Any time you print an FFF part, you have to decide what print settings to use. You may find yourself asking questions like: "How thick should the shell be?", "What infill density and infill pattern are appropriate?", and "What material should I use?" The settings you end up selecting have a significant effect on the performance of your part and can make it weaker or stronger and softer or stiffer.
Before SmartSlice, the only way to answer these questions was to (a) guess or (b) discover them through print-break-iterate cycles. Fortunately, SmartSlice takes the guesswork out of configuring FFF parts by using experimentally derived material data, simulation, and optimization algorithms to find the optimal settings for your part and its in-service application. This means the problems of yesterday are not the problems of today.
One question that our customers often ask us is about the minimum print settings used in our optimization workflow. They want to know what the minimum wall count, minimum top/bottom layer count, and minimum infill density are. The answer to this question is that our optimization routine uses 2 walls, 2 top/bottom layers, and 20% infill density as minimums. The reason we chose these values was because we came to a consensus that they are the minimum values one would choose when printing a functional part. We define a functional part as any part this has a purpose besides being decorative.
This begs another question: Can SmartSlice accurately simulate the behavior of parts printed with these minimum print settings? That is the focus of this validation study.
This is the 4th post in our validation series. The previous posts cover validations of:
Validating SmartSlice with Lightweight Parts
A simple lever was loaded at one end and the 2 cylinders on the other end were fixed. They were printed using 2 different materials: 3DXTech ABS and MatterHackers NylonG, which is a glass-fiber filled nylon. For each material, 5 parts were printed. Each part used the same print settings:
Figure 1 below shows a sliced view of the part. Notice how thin the walls are and how sparse the infill is. This is a "lightweight" part. As an example of how lightweight and thin these parts are, the infill pattern can be seen through the top/bottom layers as shown in Figure 2.
Figure 1. Sliced view of ABS part.
Figure 2. Pictures of printed parts showing the visibility of the infill pattern and demonstrating how thin the top/bottom layers are.
Each part was secured in a test fixture on a load frame (the test fixture is shown in Figure 2 of this blog post) and a load was applied to the part. A load cell and laser extensometer were used to measure the applied load and displacement and the resulting data was used to generate the stiffness of the part and the yield load of the part. The yield load refers to the load corresponding to the onset of yielding in the part. In other words, this is the load when the slope of the load-displacement plot becomes nonlinear.
In SmartSlice, the experimental loading and constraints were modeled by fixing the 2 cylinders and applying the load as shown in Figure 3. The Validate feature in SmartSlice was used to simulate this use case and calculate a minimum factor of safety and part displacement. From this data, the stiffness of the part and the yield load of the part were calculated.
Figure 3. Use case definition in SmartSlice.
How did SmartSlice stack up against the experimental results?

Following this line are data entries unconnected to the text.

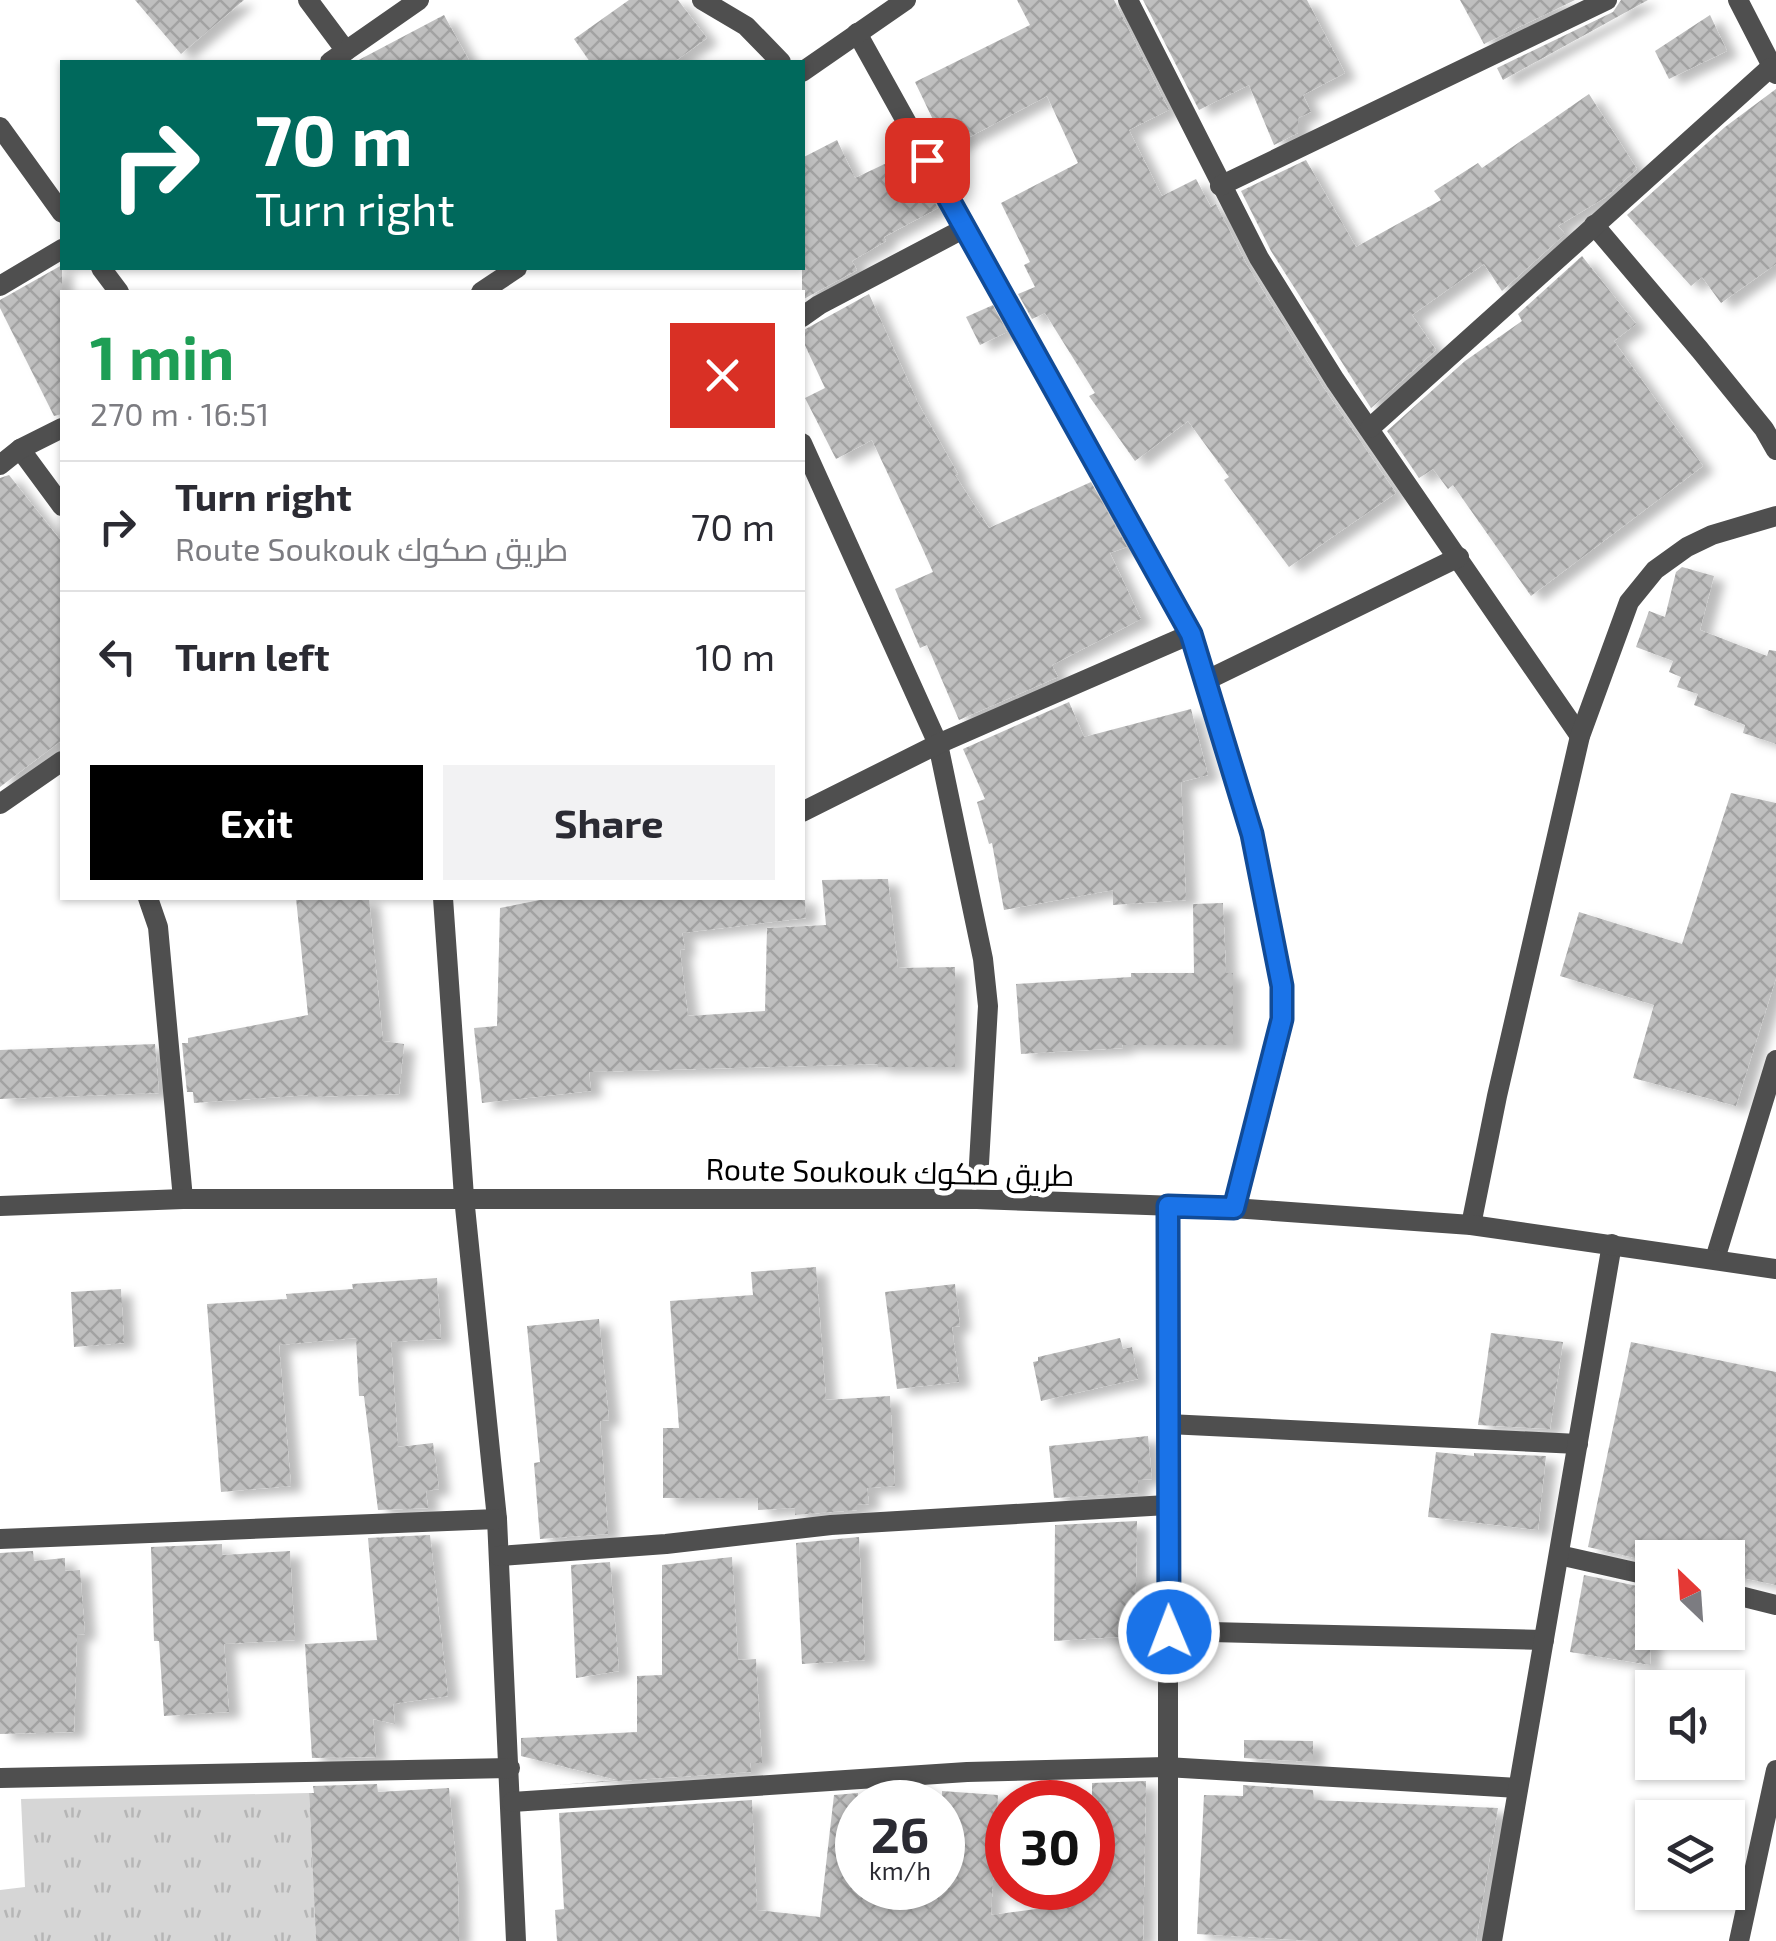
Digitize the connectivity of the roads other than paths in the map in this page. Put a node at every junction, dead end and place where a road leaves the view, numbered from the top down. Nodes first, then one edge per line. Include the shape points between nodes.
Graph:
1 (308, 0) edge
2 (420, 0) edge
3 (702, 0) edge
4 (906, 0) edge
5 (1128, 0) edge
6 (1607, 0) edge
7 (1738, 0) edge
8 (857, 34) junction
9 (338, 57) edge
10 (779, 60) edge
11 (805, 70) edge
12 (1773, 71) edge
13 (0, 127) edge
14 (1220, 186) junction
15 (60, 210) edge
16 (1594, 225) junction
17 (965, 228) junction
18 (60, 249) edge
19 (515, 270) edge
20 (0, 286) edge
21 (484, 290) edge
22 (805, 314) edge
23 (1370, 428) junction
24 (60, 429) edge
25 (20, 450) junction
26 (805, 450) edge
27 (1776, 450) edge
28 (0, 465) edge
29 (60, 503) edge
30 (1776, 516) edge
31 (1459, 557) junction
32 (1191, 634) junction
33 (1205, 681) junction
34 (1580, 736) junction
35 (938, 744) junction
36 (60, 762) edge
37 (0, 804) edge
38 (805, 810) edge
39 (149, 900) edge
40 (443, 900) edge
41 (1776, 1060) edge
42 (464, 1197) junction
43 (183, 1198) junction
44 (977, 1199) junction
45 (0, 1206) edge
46 (1168, 1206) junction
47 (1234, 1208) junction
48 (1471, 1225) junction
49 (1612, 1244) junction
50 (1715, 1259) junction
51 (1776, 1269) edge
52 (1168, 1424) junction
53 (1578, 1444) junction
54 (1166, 1505) junction
55 (497, 1520) junction
56 (0, 1539) edge
57 (1559, 1555) junction
58 (498, 1556) junction
59 (1635, 1572) edge
60 (1745, 1598) edge
61 (1776, 1604) edge
62 (1169, 1632) junction
63 (1544, 1640) junction
64 (1166, 1767) junction
65 (510, 1768) junction
66 (1776, 1770) edge
67 (0, 1778) edge
68 (1518, 1788) junction
69 (512, 1802) junction
70 (516, 1941) edge
71 (1168, 1941) edge
72 (1492, 1941) edge
73 (1738, 1941) edge

1 - 9 street
2 - 9 street
3 - 10 street via 746,26
4 - 8 street
5 - 14 street
6 - 14 street
7 - 12 street
8 - 11 street
8 - 17 street
12 - 16 street
13 - 15 street
14 - 23 street
16 - 23 street
16 - 27 street
17 - 22 street
17 - 32 street
18 - 20 street
19 - 21 street
23 - 31 street
24 - 25 street
25 - 28 street
25 - 29 street
26 - 35 street
30 - 34 street via 1687,547 1639,587
31 - 33 street
31 - 34 street
32 - 33 street
32 - 35 street
33 - 47 street via 1252,834 1282,986 1277,1047
34 - 48 street
35 - 38 street
35 - 44 street via 988,1006
36 - 37 street
39 - 43 street via 158,927
40 - 42 street
41 - 50 street
42 - 43 street, Route Soukouk طريق صكوك
42 - 44 street, Route Soukouk طريق صكوك
42 - 55 street
43 - 45 street, Route Soukouk طريق صكوك
44 - 46 street, Route Soukouk طريق صكوك
46 - 47 street, Route Soukouk طريق صكوك
46 - 52 street
47 - 48 street, Route Soukouk طريق صكوك
48 - 49 street, Route Soukouk طريق صكوك
49 - 50 street, Route Soukouk طريق صكوك
49 - 53 street
50 - 51 street, Route Soukouk طريق صكوك
52 - 53 street
52 - 54 street
53 - 57 street
54 - 58 street via 832,1525
54 - 62 street
55 - 56 street
55 - 58 street
57 - 59 street
57 - 63 street
58 - 65 street
60 - 61 street
62 - 63 street
62 - 64 street
63 - 68 street
64 - 68 street
64 - 69 street via 968,1772
64 - 71 street
65 - 67 street
65 - 69 street
66 - 73 street
68 - 72 street
69 - 70 street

Comparisons of the part stiffnesses and part yield loads are shown in Figure 4. For both ABS and NylonG, SmartSlice is in very good agreement with the part stiffness and is in very good agreement with the part yield load for ABS. The SmartSlice part yield load for NylonG is just 17% above the experimental value.
These plots also demonstrate the differences in performance between different types of materials. Filaments that have either glass or carbon fiber content are generally significantly stiffer and stronger than their unfilled counterparts. Of course there are some nuances. For example, fiber-filled filaments generally have the same or even lower interlayer bond strength compared to unfilled filaments, but that is a topic for a different blog post!
It is also important to discuss the differences in the amount of time it took to generate these results. The total time to print, test, and process the experimental data was approximately 20 hours. In SmartSlice, the total time to set up the use case, run the validations, and process the data was less than 1 hour. Time savings is one of the key values of SmartSlice.
Figure 4. Comparison of part stiffness and part yield load.
Minimize Print Time and Material Use with SmartSlice
SmartSlice makes it easy to find the optimal print settings for your parts. The optimization tool quickly explores the design space of key print settings and finds the settings that meet your part's strength and stiffness requirements while using as little material as possible. This study confirms that SmartSlice is able to simulate the performance of lightweight parts, printed using our minimum recommended print settings. In addition to finding the most appropriate print settings, SmartSlice can be used as a tool to quickly find the best material for your part and application.